### [Exercise details]
Retype exactly what runs from the first line of the data to the line with "cairo_arc(cr, x + r, y + h", keeping both of those lines and skipping pictures.

(Source records)
■ ■ ■ ■

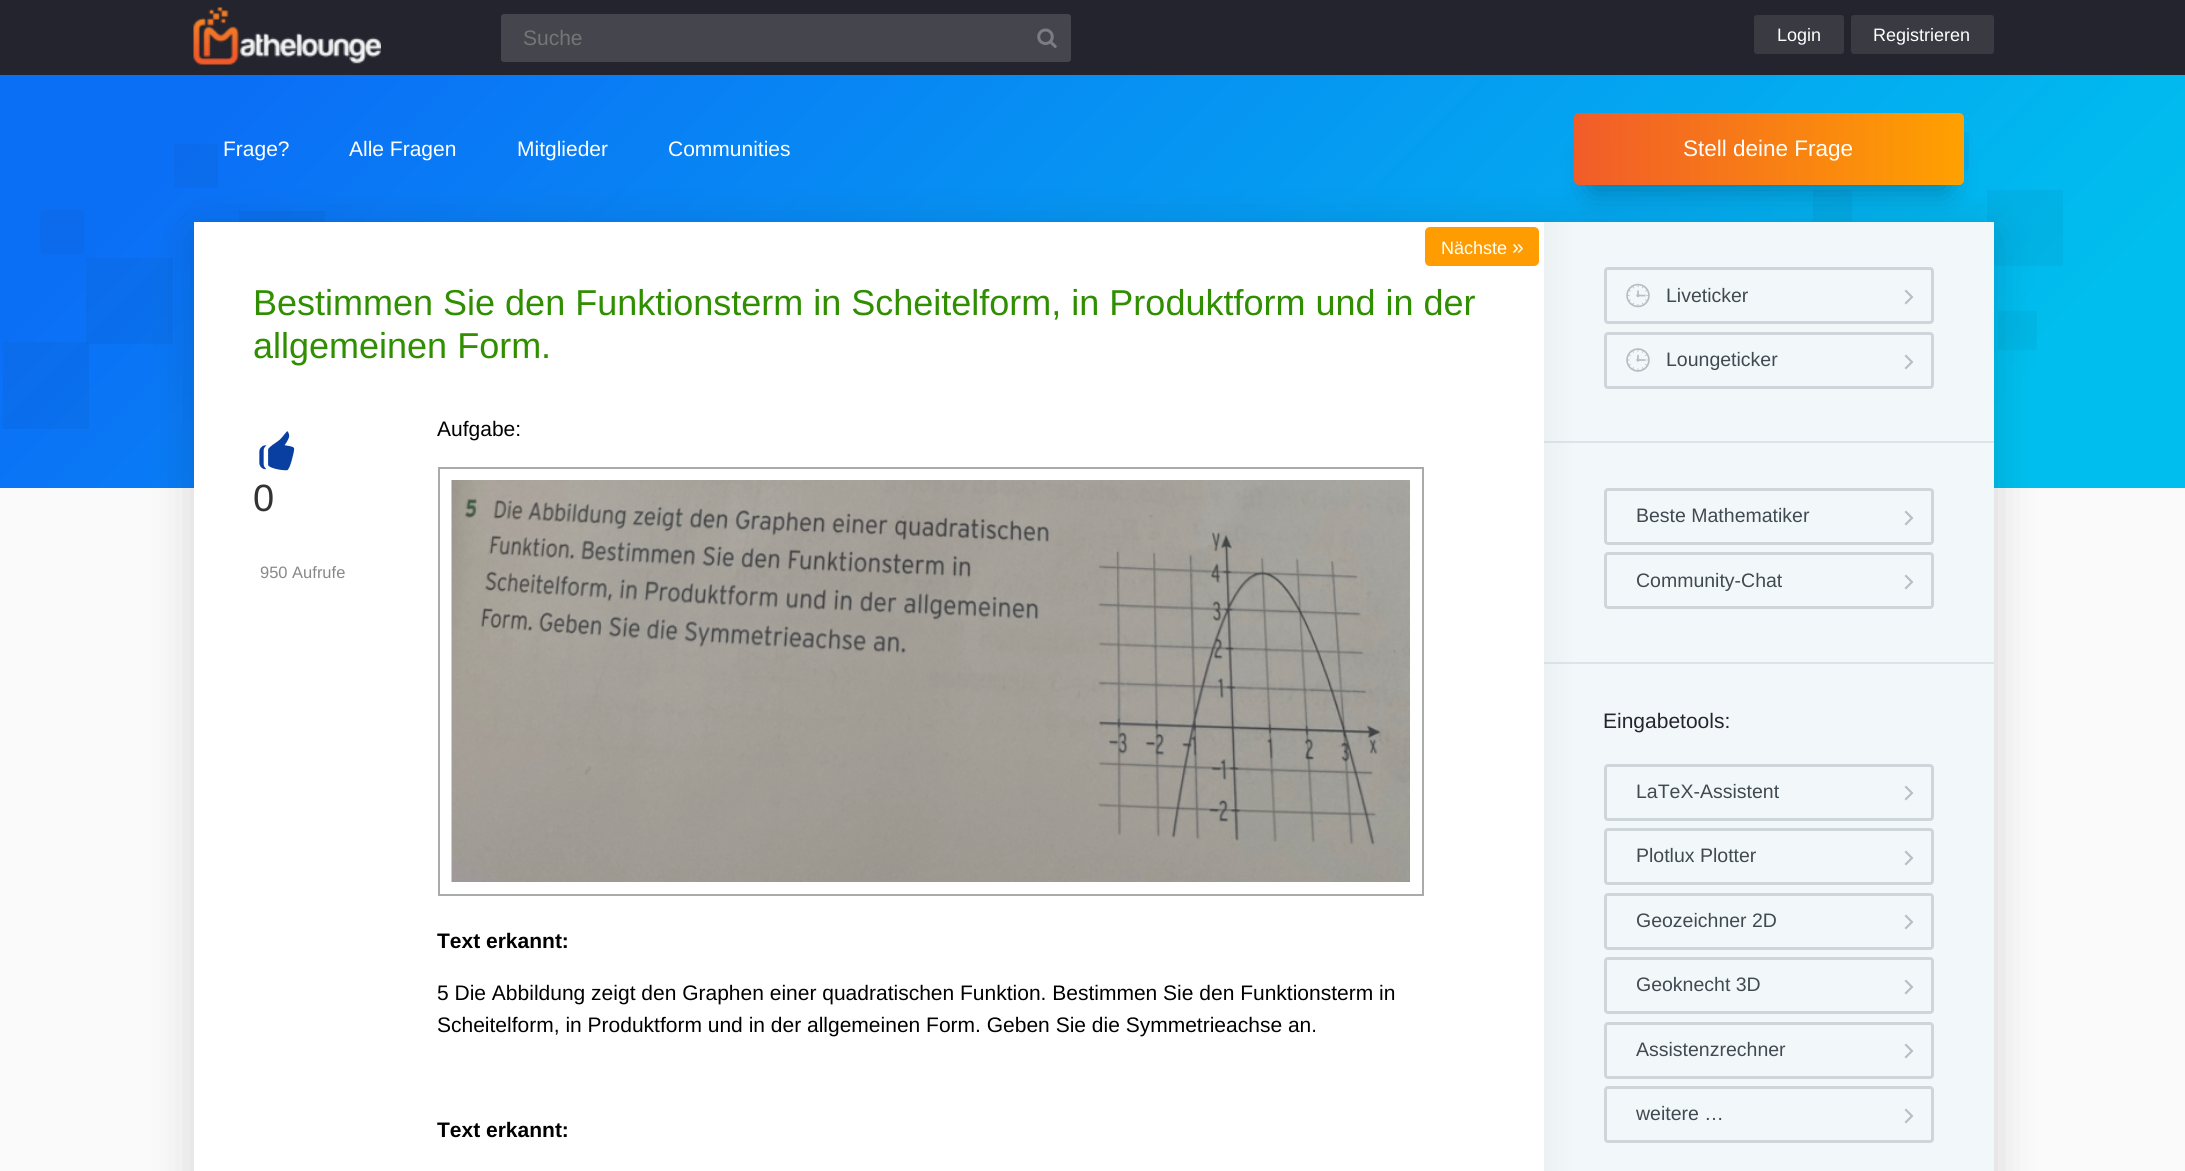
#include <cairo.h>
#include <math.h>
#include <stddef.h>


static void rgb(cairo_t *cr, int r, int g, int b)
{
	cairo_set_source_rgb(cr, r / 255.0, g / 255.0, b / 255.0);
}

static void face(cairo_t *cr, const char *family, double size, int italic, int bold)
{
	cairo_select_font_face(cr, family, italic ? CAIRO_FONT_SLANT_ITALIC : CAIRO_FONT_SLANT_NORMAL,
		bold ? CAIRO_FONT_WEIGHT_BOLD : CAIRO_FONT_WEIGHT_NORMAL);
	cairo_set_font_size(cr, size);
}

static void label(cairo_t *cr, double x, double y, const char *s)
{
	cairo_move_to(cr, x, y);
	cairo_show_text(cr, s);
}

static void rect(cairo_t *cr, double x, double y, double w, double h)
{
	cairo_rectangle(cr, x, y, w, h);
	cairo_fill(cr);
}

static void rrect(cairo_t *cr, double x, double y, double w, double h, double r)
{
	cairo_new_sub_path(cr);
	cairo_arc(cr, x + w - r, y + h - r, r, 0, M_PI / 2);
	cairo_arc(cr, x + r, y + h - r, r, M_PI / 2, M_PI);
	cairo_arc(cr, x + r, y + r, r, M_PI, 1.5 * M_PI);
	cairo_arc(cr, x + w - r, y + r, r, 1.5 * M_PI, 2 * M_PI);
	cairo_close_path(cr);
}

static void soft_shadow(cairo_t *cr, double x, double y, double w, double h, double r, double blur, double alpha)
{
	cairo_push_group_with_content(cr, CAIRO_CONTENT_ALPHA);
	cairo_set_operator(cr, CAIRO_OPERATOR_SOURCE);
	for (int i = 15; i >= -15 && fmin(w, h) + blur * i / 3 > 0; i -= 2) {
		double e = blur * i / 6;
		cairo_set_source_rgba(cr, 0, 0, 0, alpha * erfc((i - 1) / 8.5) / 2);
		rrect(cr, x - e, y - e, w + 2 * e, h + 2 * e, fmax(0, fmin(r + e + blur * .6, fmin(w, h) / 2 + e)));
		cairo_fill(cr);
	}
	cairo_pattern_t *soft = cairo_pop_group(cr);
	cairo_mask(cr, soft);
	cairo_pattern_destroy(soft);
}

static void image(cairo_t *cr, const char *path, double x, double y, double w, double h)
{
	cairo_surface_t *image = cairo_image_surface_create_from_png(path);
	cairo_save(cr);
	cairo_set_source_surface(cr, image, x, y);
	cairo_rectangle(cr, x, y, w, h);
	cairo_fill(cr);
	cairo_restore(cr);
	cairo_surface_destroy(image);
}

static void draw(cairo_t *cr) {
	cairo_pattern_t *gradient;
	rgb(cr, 250, 250, 250);
	cairo_paint(cr);
	rgb(cr, 36, 36, 46);
	rect(cr, 0, 0, 2185, 75);
	image(cr, "image0.png", 193, 7, 188, 58);
	rgb(cr, 69, 69, 77);
	rrect(cr, 501, 14, 570, 48, 3);
	cairo_fill(cr);
	face(cr, "Liberation Sans", 21, 0, 0);
	rgb(cr, 117, 117, 117);
	label(cr, 523, 45, "Suche");
	image(cr, "image1.png", 1037, 28, 20, 20);
	rgb(cr, 58, 58, 67);
	rrect(cr, 1754, 15, 90, 39, 3);
	cairo_fill(cr);
	face(cr, "Liberation Sans", 18, 0, 0);
	rgb(cr, 255, 255, 255);
	label(cr, 1777, 41, "Login");
	rgb(cr, 58, 58, 67);
	rrect(cr, 1851, 15, 143, 39, 3);
	cairo_fill(cr);
	rgb(cr, 255, 255, 255);
	label(cr, 1873, 41, "Registrieren");
	gradient = cairo_pattern_create_linear(443, -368, 1742, 931);
	cairo_pattern_add_color_stop_rgba(gradient, 0.1, 0.043, 0.435, 0.965, 1);
	cairo_pattern_add_color_stop_rgba(gradient, 0.9, 0, 0.749, 0.933, 1);
	cairo_set_source(cr, gradient);
	cairo_pattern_destroy(gradient);
	rect(cr, 0, 75, 2185, 413);
	cairo_set_source_rgba(cr, 0, 0, 0, 0.04);
	rect(cr, 239, 211, 86, 11);
	rect(cr, 86, 258, 87, 86);
	rect(cr, 3, 342, 86, 87);
	rect(cr, 174, 144, 44, 44);
	rgb(cr, 11, 107, 236);
	rrect(cr, 40, 210, 44, 44, 4);
	cairo_fill(cr);
	cairo_set_source_rgba(cr, 0, 0, 0, 0.04);
	rect(cr, 1987, 190, 76, 76);
	rect(cr, 1998, 311, 39, 39);
	rgb(cr, 2, 172, 229);
	rrect(cr, 1930, 132, 39, 38, 3);
	cairo_fill(cr);
	cairo_set_source_rgba(cr, 0, 0, 0, 0.04);
	rect(cr, 1813, 190, 39, 32);
	face(cr, "Liberation Sans", 21, 0, 0);
	rgb(cr, 255, 255, 255);
	label(cr, 223, 156, "Frage?");
	label(cr, 349, 156, "Alle Fragen");
	label(cr, 517, 156, "Mitglieder");
	label(cr, 668, 156, "Communities");
	rgb(cr, 0, 0, 0);
	soft_shadow(cr, 194, 230, 1800, 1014, 5, 22.5, 0.15);
	gradient = cairo_pattern_create_linear(1544, 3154, 1994, 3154);
	cairo_pattern_add_color_stop_rgba(gradient, 0, 0.925, 0.945, 0.953, 1);
	cairo_pattern_add_color_stop_rgba(gradient, 0.07, 0.949, 0.969, 0.98, 1);
	cairo_set_source(cr, gradient);
	cairo_pattern_destroy(gradient);
	rect(cr, 1544, 222, 450, 949);
	rgb(cr, 0, 0, 0);
	soft_shadow(cr, 1592, 153, 354, 36, 0, 15, 0.3);
	gradient = cairo_pattern_create_linear(1574, 149, 1964, 148);
	cairo_pattern_add_color_stop_rgba(gradient, 0, 0.945, 0.361, 0.161, 1);
	cairo_pattern_add_color_stop_rgba(gradient, 1, 1, 0.631, 0, 1);
	cairo_set_source(cr, gradient);
	cairo_pattern_destroy(gradient);
	rrect(cr, 1574, 113, 390, 72, 5);
	cairo_fill(cr);
	face(cr, "Liberation Sans", 22.5, 0, 0);
	rgb(cr, 255, 255, 255);
	label(cr, 1683, 156, "Stell deine Frage");
	rect(cr, 194, 222, 1350, 949);
	rgb(cr, 254, 156, 2);
	rrect(cr, 1425, 227, 114, 39, 5);
	cairo_fill(cr);
	face(cr, "Liberation Sans", 18, 0, 0);
	rgb(cr, 255, 255, 255);
	label(cr, 1441, 254, "Nächste");
	face(cr, "Liberation Sans", 21, 0, 0);
	label(cr, 1512, 254, "»");
	face(cr, "Liberation Sans", 16.5, 0, 0);
	rgb(cr, 136, 136, 136);
	label(cr, 260, 578, "950 Aufrufe");
	face(cr, "Liberation Sans", 21, 0, 0);
	rgb(cr, 0, 0, 0);
	label(cr, 437, 436, "Aufgabe:");
	cairo_rectangle(cr, 439, 468, 984, 427);
	rgb(cr, 170, 170, 170);
	cairo_stroke(cr);
	image(cr, "image2.png", 451, 480, 959, 402);
	face(cr, "Liberation Sans", 21, 0, 1);
	rgb(cr, 0, 0, 0);
	label(cr, 437, 948, "Text erkannt:");
	face(cr, "Liberation Sans", 21, 0, 0);
	label(cr, 437, 1000, "5 Die Abbildung zeigt den Graphen einer quadratischen Funktion. Bestimmen Sie den Funktionsterm in");
	label(cr, 437, 1032, "Scheitelform, in Produktform und in der allgemeinen Form. Geben Sie die Symmetrieachse an.");
	face(cr, "Liberation Sans", 21, 0, 1);
	label(cr, 437, 1137, "Text erkannt:");
	image(cr, "image3.png", 259, 431, 36, 40);
	face(cr, "Liberation Sans", 38, 0, 0);
	rgb(cr, 51, 51, 51);
	label(cr, 253, 511, "0");
	face(cr, "Liberation Sans", 36, 0, 0);
	rgb(cr, 48, 142, 1);
	label(cr, 253, 315, "Bestimmen Sie den Funktionsterm in Scheitelform, in Produktform und in der");
	label(cr, 253, 358, "allgemeinen Form.");
	cairo_set_source_rgba(cr, 0.749, 0.784, 0.812, 0.4);
	rect(cr, 1544, 441, 450, 2);
	rrect(cr, 1605.5, 268.5, 327, 54, 2.5);
	rgb(cr, 206, 214, 220);
	cairo_set_line_width(cr, 3);
	cairo_stroke(cr);
	image(cr, "image4.png", 1626, 283, 24, 25);
	face(cr, "Liberation Sans", 19.5, 0, 0);
	rgb(cr, 65, 74, 81);
	label(cr, 1666, 302, "Liveticker");
	face(cr, "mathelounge", 24, 0, 0);
	rgb(cr, 184, 190, 194);
	label(cr, 1897, 309, ">");
	rrect(cr, 1605.5, 333.5, 327, 54, 2.5);
	rgb(cr, 206, 214, 220);
	cairo_stroke(cr);
	image(cr, "image5.png", 1626, 348, 24, 24);
	face(cr, "Liberation Sans", 19.5, 0, 0);
	rgb(cr, 65, 74, 81);
	label(cr, 1666, 366, "Loungeticker");
	face(cr, "mathelounge", 24, 0, 0);
	rgb(cr, 184, 190, 194);
	label(cr, 1897, 374, ">");
	cairo_set_source_rgba(cr, 0.749, 0.784, 0.812, 0.4);
	rect(cr, 1544, 662, 450, 2);
	rrect(cr, 1605.5, 489.5, 327, 54, 2.5);
	rgb(cr, 206, 214, 220);
	cairo_stroke(cr);
	face(cr, "Liberation Sans", 19.5, 0, 0);
	rgb(cr, 65, 74, 81);
	label(cr, 1636, 522, "Beste Mathematiker");
	face(cr, "mathelounge", 24, 0, 0);
	rgb(cr, 184, 190, 194);
	label(cr, 1897, 530, ">");
	rrect(cr, 1605.5, 553.5, 327, 54, 2.5);
	rgb(cr, 206, 214, 220);
	cairo_stroke(cr);
	face(cr, "Liberation Sans", 19.5, 0, 0);
	rgb(cr, 65, 74, 81);
	label(cr, 1636, 587, "Community-Chat");
	face(cr, "mathelounge", 24, 0, 0);
	rgb(cr, 184, 190, 194);
	label(cr, 1897, 594, ">");
	face(cr, "Liberation Sans", 21, 0, 0);
	rgb(cr, 36, 37, 45);
	label(cr, 1603, 728, "Eingabetools:");
	rrect(cr, 1605.5, 765.5, 327, 54, 2.5);
	rgb(cr, 206, 214, 220);
	cairo_stroke(cr);
	face(cr, "Liberation Sans", 19.5, 0, 0);
	rgb(cr, 65, 74, 81);
	label(cr, 1636, 798, "LaTeX-Assistent");
	face(cr, "mathelounge", 24, 0, 0);
	rgb(cr, 184, 190, 194);
	label(cr, 1897, 805, ">");
	rrect(cr, 1605.5, 829.5, 327, 54, 2.5);
	rgb(cr, 206, 214, 220);
	cairo_stroke(cr);
	face(cr, "Liberation Sans", 19.5, 0, 0);
	rgb(cr, 65, 74, 81);
	label(cr, 1636, 862, "Plotlux Plotter");
	face(cr, "mathelounge", 24, 0, 0);
	rgb(cr, 184, 190, 194);
	label(cr, 1897, 870, ">");
	rrect(cr, 1605.5, 894.5, 327, 54, 2.5);
	rgb(cr, 206, 214, 220);
	cairo_stroke(cr);
	face(cr, "Liberation Sans", 19.5, 0, 0);
	rgb(cr, 65, 74, 81);
	label(cr, 1636, 927, "Geozeichner 2D");
	face(cr, "mathelounge", 24, 0, 0);
	rgb(cr, 184, 190, 194);
	label(cr, 1897, 934, ">");
	rrect(cr, 1605.5, 958.5, 327, 54, 2.5);
	rgb(cr, 206, 214, 220);
	cairo_stroke(cr);
	face(cr, "Liberation Sans", 19.5, 0, 0);
	rgb(cr, 65, 74, 81);
	label(cr, 1636, 991, "Geoknecht 3D");
	face(cr, "mathelounge", 24, 0, 0);
	rgb(cr, 184, 190, 194);
	label(cr, 1897, 999, ">");
	rrect(cr, 1605.5, 1023.5, 327, 54, 2.5);
	rgb(cr, 206, 214, 220);
	cairo_stroke(cr);
	face(cr, "Liberation Sans", 19.5, 0, 0);
	rgb(cr, 65, 74, 81);
	label(cr, 1636, 1056, "Assistenzrechner");
	face(cr, "mathelounge", 24, 0, 0);
	rgb(cr, 184, 190, 194);
	label(cr, 1897, 1063, ">");
	rrect(cr, 1605.5, 1087.5, 327, 54, 2.5);
	rgb(cr, 206, 214, 220);
	cairo_stroke(cr);
	face(cr, "Liberation Sans", 19.5, 0, 0);
	rgb(cr, 65, 74, 81);
	label(cr, 1636, 1120, "weitere …");
	face(cr, "mathelounge", 24, 0, 0);
	rgb(cr, 184, 190, 194);
	label(cr, 1897, 1128, ">");
}

int main(void) {
	cairo_surface_t *surface = cairo_image_surface_create(CAIRO_FORMAT_RGB24, 2185, 1171);
	cairo_t *cr = cairo_create(surface);
	cairo_font_options_t *options = cairo_font_options_create();
	cairo_font_options_set_hint_metrics(options, CAIRO_HINT_METRICS_OFF);
	cairo_font_options_set_hint_style(options, CAIRO_HINT_STYLE_NONE);
	cairo_set_font_options(cr, options);
	cairo_set_miter_limit(cr, 4);
	draw(cr);
	cairo_surface_write_to_png(surface, "render.png");
	cairo_font_options_destroy(options);
	cairo_destroy(cr);
	cairo_surface_destroy(surface);
	return 0;
}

■ ■ ■ ■

### [Answer for this exercise]
#include <cairo.h>
#include <math.h>
#include <stddef.h>


static void rgb(cairo_t *cr, int r, int g, int b)
{
	cairo_set_source_rgb(cr, r / 255.0, g / 255.0, b / 255.0);
}

static void face(cairo_t *cr, const char *family, double size, int italic, int bold)
{
	cairo_select_font_face(cr, family, italic ? CAIRO_FONT_SLANT_ITALIC : CAIRO_FONT_SLANT_NORMAL,
		bold ? CAIRO_FONT_WEIGHT_BOLD : CAIRO_FONT_WEIGHT_NORMAL);
	cairo_set_font_size(cr, size);
}

static void label(cairo_t *cr, double x, double y, const char *s)
{
	cairo_move_to(cr, x, y);
	cairo_show_text(cr, s);
}

static void rect(cairo_t *cr, double x, double y, double w, double h)
{
	cairo_rectangle(cr, x, y, w, h);
	cairo_fill(cr);
}

static void rrect(cairo_t *cr, double x, double y, double w, double h, double r)
{
	cairo_new_sub_path(cr);
	cairo_arc(cr, x + w - r, y + h - r, r, 0, M_PI / 2);
	cairo_arc(cr, x + r, y + h - r, r, M_PI / 2, M_PI);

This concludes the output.